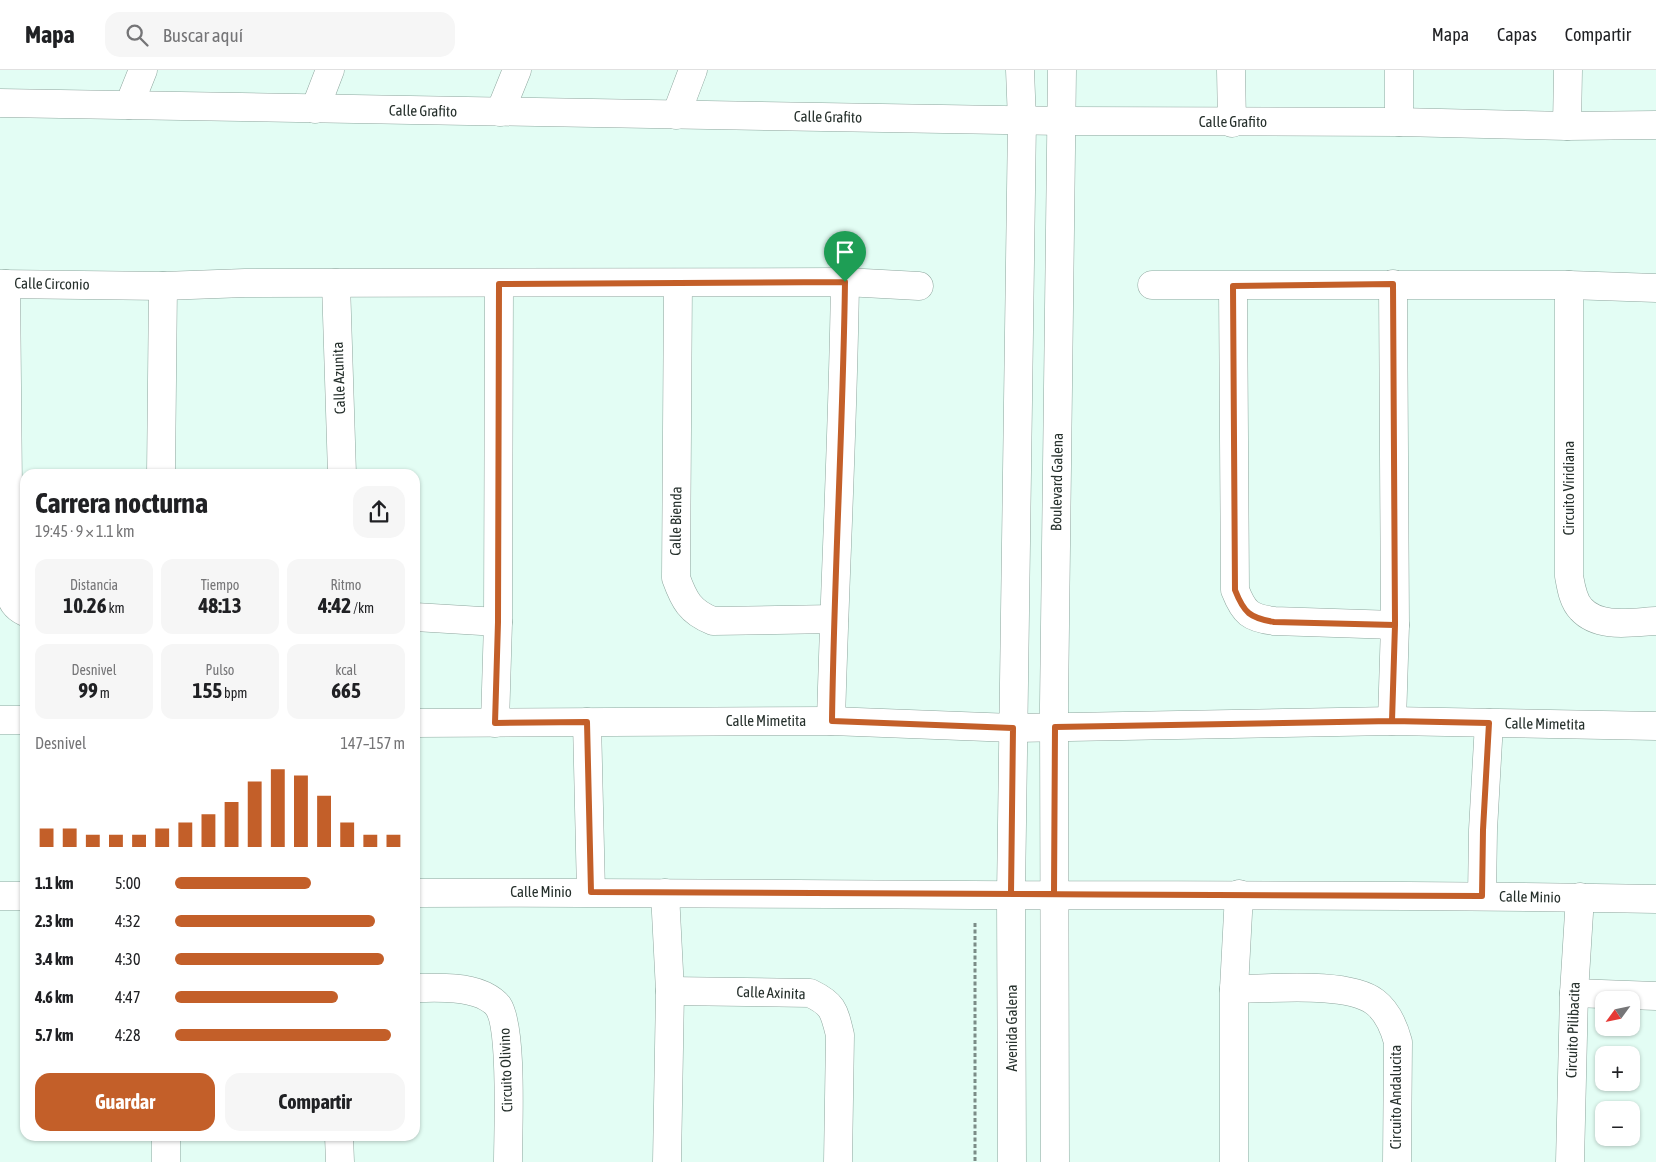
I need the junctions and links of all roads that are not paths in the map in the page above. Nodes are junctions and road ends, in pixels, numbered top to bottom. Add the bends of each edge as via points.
1 (143, 70) edge
2 (330, 70) edge
3 (517, 70) edge
4 (694, 70) edge
5 (1020, 70) edge
6 (1062, 70) edge
7 (1232, 70) edge
8 (1399, 70) edge
9 (1568, 70) edge
10 (0, 103) edge
11 (129, 105) junction
12 (315, 109) junction
13 (500, 112) junction
14 (676, 115) junction
15 (1022, 121) junction
16 (1062, 121) junction
17 (1399, 122) junction
18 (1232, 123) junction
19 (1656, 125) edge
20 (1566, 126) junction
21 (845, 282) junction
22 (336, 283) junction
23 (678, 283) junction
24 (3, 284) edge
25 (499, 284) junction
26 (1393, 284) junction
27 (1152, 285) dead end
28 (1569, 285) junction
29 (163, 286) junction
30 (919, 286) dead end
31 (1233, 286) junction
32 (1656, 288) edge
33 (161, 469) edge
34 (342, 469) edge
35 (20, 609) edge
36 (420, 617) edge
37 (834, 619) junction
38 (1656, 621) edge
39 (498, 622) junction
40 (1395, 625) junction
41 (0, 720) edge
42 (20, 720) edge
43 (832, 721) junction
44 (1392, 721) junction
45 (587, 722) junction
46 (420, 723) edge
47 (495, 723) junction
48 (1489, 723) junction
49 (1656, 726) edge
50 (1055, 727) junction
51 (1013, 728) junction
52 (591, 892) junction
53 (420, 893) edge
54 (665, 893) junction
55 (1011, 894) junction
56 (1054, 894) junction
57 (1239, 894) junction
58 (0, 896) edge
59 (20, 896) edge
60 (1482, 896) junction
61 (1580, 897) junction
62 (1656, 899) edge
63 (420, 988) edge
64 (1234, 989) junction
65 (670, 991) junction
66 (1574, 993) junction
67 (1656, 996) edge
68 (166, 1141) edge
69 (339, 1141) edge
70 (166, 1162) edge
71 (340, 1162) edge
72 (508, 1162) edge
73 (667, 1162) edge
74 (838, 1162) edge
75 (1012, 1162) edge
76 (1055, 1162) edge
77 (1234, 1162) edge
78 (1396, 1162) edge
79 (1570, 1162) edge

1 - 11 street
2 - 12 street
3 - 13 street
4 - 14 street
5 - 15 street
6 - 16 street, Boulevard Galena
7 - 18 street
8 - 17 street
9 - 20 street
10 - 11 street, Calle Grafito
11 - 12 street, Calle Grafito
12 - 13 street, Calle Grafito
13 - 14 street, Calle Grafito
14 - 15 street, Calle Grafito
15 - 16 street, Calle Grafito
15 - 51 street
16 - 18 street, Calle Grafito
16 - 50 street, Boulevard Galena
17 - 18 street, Calle Grafito
17 - 20 street, Calle Grafito
19 - 20 street, Calle Grafito
21 - 23 street
21 - 30 street
21 - 37 street
22 - 25 street
22 - 29 street, Calle Circonio
22 - 34 street, Calle Azunita
23 - 25 street
23 - 37 street, Calle Bienda via 676,578 681,592 687,604 713,621
24 - 29 street, Calle Circonio
24 - 35 street, Calle Circonio via 8,590 10,599
25 - 39 street
26 - 28 street
26 - 31 street
26 - 40 street
27 - 31 street
28 - 32 street
28 - 38 street, Circuito Viridiana via 1569,576 1573,595 1580,609 1596,620 1616,623
29 - 33 street
31 - 40 street via 1235,590 1241,605 1247,613 1274,622
36 - 39 street
37 - 43 street
39 - 47 street
40 - 44 street
41 - 42 street
43 - 45 street, Calle Mimetita
43 - 51 street, Calle Mimetita
44 - 48 street, Calle Mimetita
44 - 50 street, Calle Mimetita
45 - 47 street, Calle Mimetita
45 - 52 street
46 - 47 street, Calle Mimetita
48 - 49 street, Calle Mimetita
48 - 60 street
50 - 51 street, Calle Mimetita
50 - 56 street, Boulevard Galena
51 - 55 street
52 - 53 street, Calle Minio
52 - 54 street, Calle Minio
54 - 55 street, Calle Minio
54 - 65 street
55 - 56 street, Calle Minio
55 - 75 street, Avenida Galena
56 - 57 street, Calle Minio
56 - 76 street
57 - 60 street, Calle Minio
57 - 64 street
58 - 59 street
60 - 61 street, Calle Minio
61 - 62 street, Calle Minio
61 - 66 street, Circuito Pilibacita
63 - 72 street, Circuito Olivino via 465,989 498,1006 507,1042
64 - 77 street
64 - 78 street, Circuito Andalucita via 1328,988 1355,992 1376,1002 1392,1023 1398,1042
65 - 73 street
65 - 74 street, Calle Axinita via 810,993 825,1000 835,1015 840,1034
66 - 67 street
66 - 79 street, Circuito Pilibacita
68 - 70 street
69 - 71 street

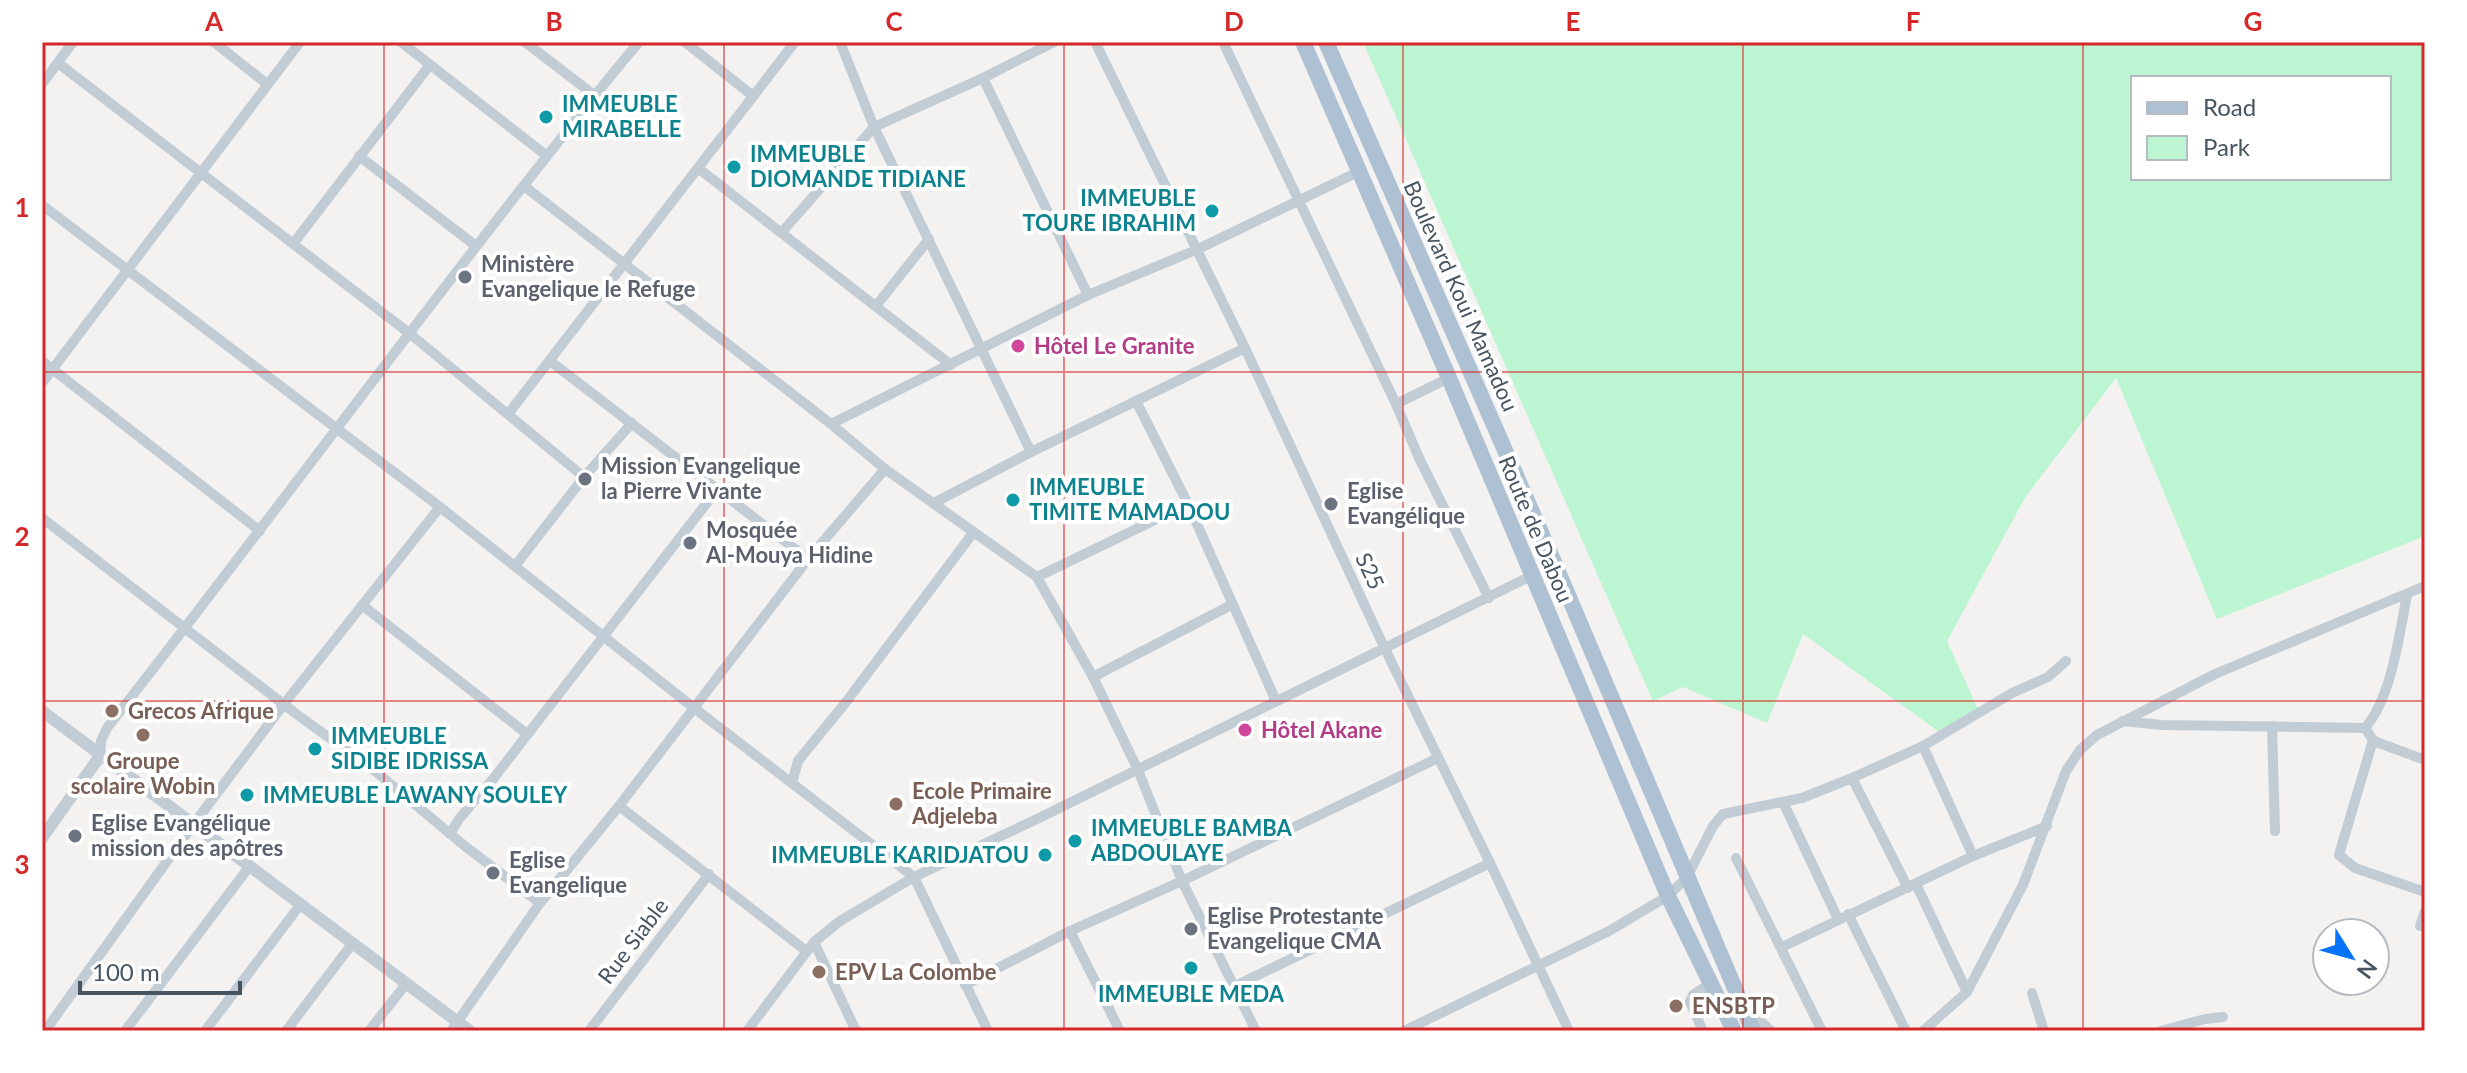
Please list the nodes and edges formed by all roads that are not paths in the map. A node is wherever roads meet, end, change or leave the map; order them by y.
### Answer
1 (73, 42) edge
2 (214, 42) edge
3 (300, 42) edge
4 (401, 42) edge
5 (525, 42) edge
6 (639, 42) edge
7 (685, 42) edge
8 (795, 42) edge
9 (840, 42) edge
10 (1054, 42) edge
11 (1095, 42) edge
12 (1223, 42) edge
13 (1303, 42) edge
14 (1326, 42) edge
15 (58, 63) junction
16 (429, 66) junction
17 (983, 78) junction
18 (42, 84) edge
19 (267, 84) junction
20 (594, 95) junction
21 (753, 96) junction
22 (874, 127) junction
23 (359, 156) junction
24 (547, 156) junction
25 (698, 168) junction
26 (1358, 172) junction
27 (198, 173) junction
28 (524, 186) junction
29 (1298, 201) junction
30 (42, 205) edge
31 (782, 232) junction
32 (929, 239) junction
33 (293, 244) junction
34 (476, 246) junction
35 (1196, 250) junction
36 (624, 266) junction
37 (128, 271) junction
38 (1088, 295) junction
39 (876, 306) junction
40 (409, 333) junction
41 (982, 348) junction
42 (1245, 348) junction
43 (42, 361) edge
44 (550, 361) junction
45 (951, 365) junction
46 (53, 369) junction
47 (1449, 378) junction
48 (42, 383) edge
49 (1136, 401) junction
50 (1396, 404) junction
51 (509, 413) junction
52 (632, 423) junction
53 (831, 424) junction
54 (336, 430) junction
55 (1031, 452) junction
56 (885, 469) junction
57 (584, 477) junction
58 (716, 491) junction
59 (934, 503) junction
60 (1188, 504) junction
61 (440, 507) junction
62 (42, 518) edge
63 (260, 531) junction
64 (973, 533) junction
65 (808, 559) junction
66 (515, 566) junction
67 (1531, 576) junction
68 (1037, 577) junction
69 (2425, 586) edge
70 (2407, 595) junction
71 (1489, 598) junction
72 (1233, 604) junction
73 (362, 605) junction
74 (186, 628) junction
75 (604, 636) junction
76 (1385, 649) junction
77 (2066, 661) dead end
78 (1093, 677) junction
79 (1276, 701) junction
80 (284, 704) junction
81 (694, 708) junction
82 (42, 711) edge
83 (2122, 721) junction
84 (2272, 726) junction
85 (2365, 728) junction
86 (527, 734) junction
87 (2373, 740) junction
88 (1923, 746) junction
89 (100, 756) junction
90 (1438, 758) junction
91 (2425, 760) edge
92 (1138, 770) junction
93 (1852, 778) junction
94 (792, 783) junction
95 (1783, 802) junction
96 (619, 806) junction
97 (193, 825) junction
98 (2047, 826) junction
99 (2275, 831) dead end
100 (450, 834) junction
101 (42, 838) edge
102 (1973, 856) junction
103 (1736, 858) dead end
104 (1490, 863) junction
105 (249, 867) junction
106 (709, 874) junction
107 (914, 877) junction
108 (1687, 877) junction
109 (1182, 881) junction
110 (1912, 886) junction
111 (2425, 892) edge
112 (1668, 896) junction
113 (540, 903) junction
114 (300, 905) junction
115 (2425, 911) edge
116 (1843, 917) junction
117 (2420, 926) dead end
118 (1070, 931) junction
119 (352, 944) junction
120 (809, 946) junction
121 (1782, 947) junction
122 (1540, 966) junction
123 (1711, 983) junction
124 (406, 984) junction
125 (965, 985) junction
126 (1235, 986) junction
127 (1967, 992) junction
128 (2032, 993) dead end
129 (1740, 1004) junction
130 (1723, 1009) junction
131 (2223, 1017) dead end
132 (454, 1027) edge
133 (45, 1031) edge
134 (125, 1031) edge
135 (205, 1031) edge
136 (286, 1031) edge
137 (369, 1031) edge
138 (470, 1031) edge
139 (589, 1031) edge
140 (747, 1031) edge
141 (856, 1031) edge
142 (988, 1031) edge
143 (1120, 1031) edge
144 (1256, 1031) edge
145 (1404, 1031) edge
146 (1568, 1031) edge
147 (1703, 1031) edge
148 (1722, 1031) edge
149 (1734, 1031) edge
150 (1753, 1031) edge
151 (1771, 1031) edge
152 (1822, 1031) edge
153 (1906, 1031) edge
154 (1923, 1031) edge
155 (2044, 1031) edge
156 (2161, 1031) edge

1 - 15 street
2 - 19 street
3 - 19 street
4 - 16 street
5 - 20 street
6 - 20 street
7 - 21 street
8 - 21 street
9 - 22 street
10 - 17 street
11 - 35 street, S25
12 - 29 street
13 - 26 main road, Route de Dabou
14 - 108 main road, Boulevard Koui Mamadou
15 - 18 street
15 - 27 street
16 - 23 street
16 - 24 street
17 - 22 street
17 - 38 street
19 - 27 street
20 - 24 street
21 - 25 street
22 - 31 street
22 - 32 street
23 - 33 street
23 - 34 street
24 - 28 street
25 - 31 street
25 - 36 street
26 - 29 street
26 - 47 main road, Route de Dabou
27 - 33 street
27 - 37 street
28 - 34 street
28 - 36 street
29 - 35 street
29 - 50 street
30 - 37 street
31 - 39 street
32 - 39 street
32 - 41 street
33 - 40 street
34 - 40 street
35 - 38 street
35 - 42 street, S25
36 - 44 street
36 - 53 street
37 - 46 street
37 - 54 street
38 - 41 street
39 - 45 street
40 - 51 street
40 - 54 street
41 - 45 street
41 - 55 street
42 - 49 street
42 - 76 street, S25
43 - 46 street
44 - 51 street
44 - 52 street
45 - 53 street
46 - 48 street
46 - 63 street
47 - 50 street
47 - 67 main road, Route de Dabou
49 - 55 street
49 - 60 street
50 - 71 street
51 - 57 street
52 - 57 street
52 - 58 street
53 - 56 street
54 - 61 street
54 - 63 street
55 - 59 street
56 - 59 street
56 - 65 street
57 - 66 street
58 - 65 street
58 - 75 street
59 - 64 street
60 - 68 street
60 - 72 street
61 - 66 street
61 - 73 street
62 - 74 street
63 - 74 street
64 - 68 street
64 - 94 street
65 - 81 street
66 - 75 street
67 - 71 street
67 - 112 main road, Route de Dabou
68 - 78 street
69 - 70 street
70 - 83 street
70 - 85 street
71 - 76 street
72 - 78 street
72 - 79 street
73 - 80 street
73 - 86 street
74 - 80 street
74 - 89 street
75 - 81 street
75 - 86 street
76 - 79 street
76 - 90 street, S25
77 - 88 street
78 - 92 street
79 - 92 street
80 - 97 street
80 - 100 street
81 - 94 street
81 - 96 street
82 - 89 street
83 - 84 street
83 - 98 street
84 - 85 street
84 - 99 street
85 - 87 street
86 - 100 street
87 - 91 street
87 - 111 street
88 - 93 street
88 - 102 street
89 - 97 street
89 - 101 street
90 - 104 street, S25
90 - 109 street
92 - 107 street
92 - 109 street
93 - 95 street
93 - 110 street
94 - 107 street
95 - 108 street
95 - 116 street
96 - 106 street
96 - 113 street
97 - 105 street
97 - 133 street
98 - 102 street
98 - 127 street
100 - 113 street
102 - 110 street
103 - 121 street
104 - 122 street, S25
104 - 126 street
105 - 114 street
105 - 134 street
106 - 120 street
106 - 139 street, Rue Siable
107 - 120 street
107 - 125 street
108 - 112 street
108 - 129 main road
109 - 118 street
109 - 126 street
110 - 116 street
110 - 127 street
112 - 122 street
112 - 123 main road, Route de Dabou
113 - 132 street
114 - 119 street
114 - 135 street
115 - 117 street
116 - 121 street
116 - 153 street
118 - 125 street
118 - 143 street
119 - 124 street
119 - 136 street
120 - 140 street
120 - 141 street
121 - 152 street
122 - 145 street
122 - 146 street, S25
123 - 130 main road, Route de Dabou
123 - 147 street
124 - 132 street
124 - 137 street
125 - 142 street
126 - 144 street
127 - 154 street
128 - 155 street
129 - 150 main road
129 - 151 street
130 - 148 street
130 - 149 main road, Route de Dabou
131 - 156 street
132 - 138 street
****************
> PROBLEM TO WORK ON
Locate the lines above that hold the word "Minio". Show every one of them.

> TASK OUTPUT
52 - 53 street, Calle Minio
52 - 54 street, Calle Minio
54 - 55 street, Calle Minio
55 - 56 street, Calle Minio
56 - 57 street, Calle Minio
57 - 60 street, Calle Minio
60 - 61 street, Calle Minio
61 - 62 street, Calle Minio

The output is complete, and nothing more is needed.